Russia is a
Threat. A Threat to American World Dominance
By William Blum
“Why,
sometimes I’ve believed as many as six impossible things
before breakfast.” – Alice in Wonderland
Since
Yalta, we have a long list of times we’ve tried to
engage positively with Russia. We have a relatively
short list of successes in that regard. –
General James Mattis, the new Secretary of Defense
If anyone knows
where to find this long list please send me a copy.
February 06,
2017 "Information
Clearing House"
- This delusion is repeated periodically by American
military officials. A year ago, following the release of
Russia’s new national security document, naming as
threats both the United States and the expansion of the
NATO alliance, a Pentagon spokesman declared: “They have
no reason to consider us a threat. We are not looking
for conflict with Russia.”
Meanwhile, in
early January, the United States embarked upon its
biggest military buildup in Europe since the end of the
Cold War – 3,500 American soldiers landed, unloading
three shiploads, with 2,500 tanks, trucks and other
combat vehicles. The troops were to be deployed in
Poland, Romania, Bulgaria, Germany, Hungary and across
the Baltics. Lt. Gen. Frederick Hodges, commander of US
forces in Europe, said, “Three years after the last
American tanks left the continent, we need to get them
back.”
The measures,
General Hodges declared, were a “response to Russia’s
invasion of Ukraine and the illegal annexation of
Crimea. This does not mean that there necessarily has to
be a war, none of this is inevitable, but Moscow is
preparing for the possibility.” (See previous
paragraph.)
This January
2017 buildup, we are told, is in response to a Russian
action in Crimea of January 2014. The alert reader will
have noticed that critics of Russia in recent years,
virtually without exception, condemn Moscow’s Crimean
action and typically nothing else. Could that be because
they have nothing else to condemn about Russia’s foreign
policy? At the same time they invariably fail to point
out what preceded the Russian action – the overthrow,
with Washington’s indispensable help, of the
democratically-elected, Moscow-friendly Ukrainian
government, replacing it with an anti-Russian,
neo-fascist (literally) regime, complete with Nazi
salutes and swastika-like symbols.
Ukraine and
Georgia, both of which border Russia, are all that’s
left to complete the US/NATO encirclement.
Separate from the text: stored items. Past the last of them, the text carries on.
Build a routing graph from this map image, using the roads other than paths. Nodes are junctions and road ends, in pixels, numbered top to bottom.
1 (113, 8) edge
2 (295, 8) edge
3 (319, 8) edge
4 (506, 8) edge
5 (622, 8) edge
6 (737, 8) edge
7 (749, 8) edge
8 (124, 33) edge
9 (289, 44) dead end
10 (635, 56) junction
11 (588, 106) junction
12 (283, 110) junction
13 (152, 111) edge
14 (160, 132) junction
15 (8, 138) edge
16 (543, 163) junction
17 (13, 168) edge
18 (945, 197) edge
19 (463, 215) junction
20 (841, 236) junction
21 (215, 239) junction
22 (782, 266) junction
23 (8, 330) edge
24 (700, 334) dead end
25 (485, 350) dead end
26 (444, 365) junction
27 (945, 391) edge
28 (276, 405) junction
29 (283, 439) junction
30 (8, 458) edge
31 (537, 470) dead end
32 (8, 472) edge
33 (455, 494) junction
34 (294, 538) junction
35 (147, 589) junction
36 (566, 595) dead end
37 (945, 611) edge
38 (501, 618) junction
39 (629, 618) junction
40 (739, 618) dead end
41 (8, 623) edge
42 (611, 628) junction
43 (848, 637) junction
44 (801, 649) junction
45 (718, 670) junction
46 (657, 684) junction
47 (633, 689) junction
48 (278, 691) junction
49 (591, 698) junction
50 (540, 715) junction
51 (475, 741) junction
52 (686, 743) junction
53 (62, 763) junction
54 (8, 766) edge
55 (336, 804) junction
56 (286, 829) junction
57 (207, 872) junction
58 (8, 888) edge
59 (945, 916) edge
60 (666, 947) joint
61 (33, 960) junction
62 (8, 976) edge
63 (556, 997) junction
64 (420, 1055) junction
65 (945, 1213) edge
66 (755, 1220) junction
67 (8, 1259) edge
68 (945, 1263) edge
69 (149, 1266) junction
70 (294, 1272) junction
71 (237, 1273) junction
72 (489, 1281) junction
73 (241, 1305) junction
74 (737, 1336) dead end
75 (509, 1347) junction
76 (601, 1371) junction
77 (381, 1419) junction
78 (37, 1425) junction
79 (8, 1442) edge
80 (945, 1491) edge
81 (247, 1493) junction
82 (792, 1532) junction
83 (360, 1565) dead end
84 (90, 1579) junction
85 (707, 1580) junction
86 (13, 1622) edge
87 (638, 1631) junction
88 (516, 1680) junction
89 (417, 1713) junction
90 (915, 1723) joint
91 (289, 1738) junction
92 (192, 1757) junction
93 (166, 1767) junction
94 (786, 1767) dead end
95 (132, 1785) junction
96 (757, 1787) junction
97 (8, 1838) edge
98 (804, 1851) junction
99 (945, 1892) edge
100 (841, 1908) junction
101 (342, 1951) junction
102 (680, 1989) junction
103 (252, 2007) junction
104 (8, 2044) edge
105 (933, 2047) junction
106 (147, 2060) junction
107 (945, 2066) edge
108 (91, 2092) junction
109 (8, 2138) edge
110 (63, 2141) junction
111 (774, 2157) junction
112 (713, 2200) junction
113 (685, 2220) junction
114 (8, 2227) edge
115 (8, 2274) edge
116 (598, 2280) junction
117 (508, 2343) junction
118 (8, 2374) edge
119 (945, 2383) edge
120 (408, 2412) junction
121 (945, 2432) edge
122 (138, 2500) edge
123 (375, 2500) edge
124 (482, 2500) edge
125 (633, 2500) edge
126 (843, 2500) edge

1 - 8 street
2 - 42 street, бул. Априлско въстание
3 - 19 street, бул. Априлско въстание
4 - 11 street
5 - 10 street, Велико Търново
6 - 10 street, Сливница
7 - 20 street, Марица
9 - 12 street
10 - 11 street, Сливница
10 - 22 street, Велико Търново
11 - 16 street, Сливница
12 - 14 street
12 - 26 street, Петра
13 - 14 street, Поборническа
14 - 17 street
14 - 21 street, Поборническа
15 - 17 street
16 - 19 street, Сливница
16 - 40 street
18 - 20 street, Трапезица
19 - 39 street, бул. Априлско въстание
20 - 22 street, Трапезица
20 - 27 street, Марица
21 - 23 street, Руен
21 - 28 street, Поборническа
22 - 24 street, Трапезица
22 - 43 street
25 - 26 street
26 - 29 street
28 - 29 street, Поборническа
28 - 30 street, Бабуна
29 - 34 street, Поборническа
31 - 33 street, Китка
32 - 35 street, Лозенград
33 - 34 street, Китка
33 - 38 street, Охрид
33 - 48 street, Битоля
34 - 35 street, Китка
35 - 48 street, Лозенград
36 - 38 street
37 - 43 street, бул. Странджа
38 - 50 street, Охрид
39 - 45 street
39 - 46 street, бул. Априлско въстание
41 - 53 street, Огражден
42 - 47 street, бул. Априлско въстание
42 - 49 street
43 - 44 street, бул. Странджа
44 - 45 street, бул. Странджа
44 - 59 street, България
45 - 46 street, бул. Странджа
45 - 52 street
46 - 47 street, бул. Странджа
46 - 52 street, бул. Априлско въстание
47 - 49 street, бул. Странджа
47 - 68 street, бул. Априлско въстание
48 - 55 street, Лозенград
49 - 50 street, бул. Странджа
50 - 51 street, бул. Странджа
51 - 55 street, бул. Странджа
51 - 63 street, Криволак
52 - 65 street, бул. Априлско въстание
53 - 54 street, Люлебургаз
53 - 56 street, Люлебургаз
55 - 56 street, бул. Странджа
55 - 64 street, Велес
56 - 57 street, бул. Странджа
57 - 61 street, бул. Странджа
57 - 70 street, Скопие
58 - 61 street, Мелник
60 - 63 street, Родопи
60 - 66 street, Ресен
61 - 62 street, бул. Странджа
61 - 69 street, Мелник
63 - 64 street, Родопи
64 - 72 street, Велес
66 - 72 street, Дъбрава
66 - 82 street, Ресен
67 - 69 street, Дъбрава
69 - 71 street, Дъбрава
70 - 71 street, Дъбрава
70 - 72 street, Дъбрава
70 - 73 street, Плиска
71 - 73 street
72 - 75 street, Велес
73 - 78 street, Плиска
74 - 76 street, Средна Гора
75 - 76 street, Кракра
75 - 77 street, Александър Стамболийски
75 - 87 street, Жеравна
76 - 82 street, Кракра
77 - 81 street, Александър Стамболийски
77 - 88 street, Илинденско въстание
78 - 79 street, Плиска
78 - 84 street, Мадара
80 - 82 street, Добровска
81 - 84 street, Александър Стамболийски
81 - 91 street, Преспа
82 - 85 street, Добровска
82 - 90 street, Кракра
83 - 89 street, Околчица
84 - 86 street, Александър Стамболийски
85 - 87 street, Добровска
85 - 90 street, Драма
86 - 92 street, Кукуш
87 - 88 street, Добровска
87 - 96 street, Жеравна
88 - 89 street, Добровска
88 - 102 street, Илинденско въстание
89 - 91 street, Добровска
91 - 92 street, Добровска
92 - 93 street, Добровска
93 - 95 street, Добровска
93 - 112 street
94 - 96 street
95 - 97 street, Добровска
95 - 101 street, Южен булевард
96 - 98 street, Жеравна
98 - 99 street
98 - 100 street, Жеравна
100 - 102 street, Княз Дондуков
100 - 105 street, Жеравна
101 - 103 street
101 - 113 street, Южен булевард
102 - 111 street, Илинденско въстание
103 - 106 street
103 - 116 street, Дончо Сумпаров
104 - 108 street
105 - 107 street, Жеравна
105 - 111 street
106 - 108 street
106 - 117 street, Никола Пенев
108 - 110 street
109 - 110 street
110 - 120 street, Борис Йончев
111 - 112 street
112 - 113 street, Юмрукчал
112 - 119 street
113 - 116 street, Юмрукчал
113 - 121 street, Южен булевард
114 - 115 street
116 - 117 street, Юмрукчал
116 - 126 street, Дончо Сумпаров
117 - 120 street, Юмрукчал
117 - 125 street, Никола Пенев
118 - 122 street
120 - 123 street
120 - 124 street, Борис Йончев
And when the
US overthrew the government of Ukraine, why shouldn’t
Russia have been alarmed as the circle was about to
close yet tighter? Even so, the Russian military
appeared in Ukraine only in Crimea, where the Russians
already had a military base with the approval of the
Ukrainian government. No one could have blocked Moscow
from taking over all of Ukraine if they wanted to.
Yet, the United
States is right. Russia is a threat. A threat to
American world dominance. And Americans can’t shake
their upbringing. Here’s veteran National Public Radio
newscaster Cokie Roberts
(3) bemoaning
Trump’s stated desire to develop friendly relations with
Russia: “This country has had a consistent policy for 70
years towards the Soviet Union and Russia, and Trump is
trying to undo that.” Heavens! Nuclear war would be
better than that!
Fake news, fake issue
The entire
emphasis has been on whether a particular news item is
factually correct or incorrect. However, that is not the
main problem with mainstream media. A news item can be
factually correct and still be very biased and
misleading because of what’s been left out, such as the
relevant information about the Russian “invasion” of
Crimea mentioned above. But when it comes to real
fake news it’s difficult to top the CIA’s record in
Latin America as revealed by Philip Agee, the leading
whistleblower of all time.
Agee spent 12
years (1957-69) as a CIA case officer, most of it in
Latin America. His first book, Inside the Company:
CIA Diary, published in 1974 revealed how it was a
common Agency tactic to write editorials and phoney news
stories to be knowingly published by Latin American
media with no indication of the CIA authorship or CIA
payment to the particular media. The propaganda value of
such a “news” item might be multiplied by being picked
up by other CIA stations in Latin America who would
disseminate it through a CIA-owned news agency or a
CIA-owned radio station. Some of these stories made
their way back to the United States to be read or heard
by unknowing North Americans.
The Great Wall of Mr. T
So much
cheaper. So much easier. So much more humane. So much
more popular. … Just stop overthrowing or destabilizing
governments south of the border.
And the United
States certainly has a moral obligation to do this. So
many of the immigrants are escaping a situation in their
homeland made hopeless by American intervention and
policy. The particularly severe increase in Honduran
migration to the US in recent years is a direct result
of the June 28, 2009 military coup that overthrew the
democratically-elected president, Manuel Zelaya, after
he did things like raising the minimum wage, giving
subsidies to small farmers, and instituting free
education. The coup – like so many others in Latin
America – was led by a graduate of Washington’s infamous
School of the Americas.
As per the
standard Western Hemisphere script, the Honduran coup
was followed by the abusive policies of the new regime,
loyally supported by the United States. The State
Department was virtually alone in the Western Hemisphere
in not unequivocally condemning the Honduran coup.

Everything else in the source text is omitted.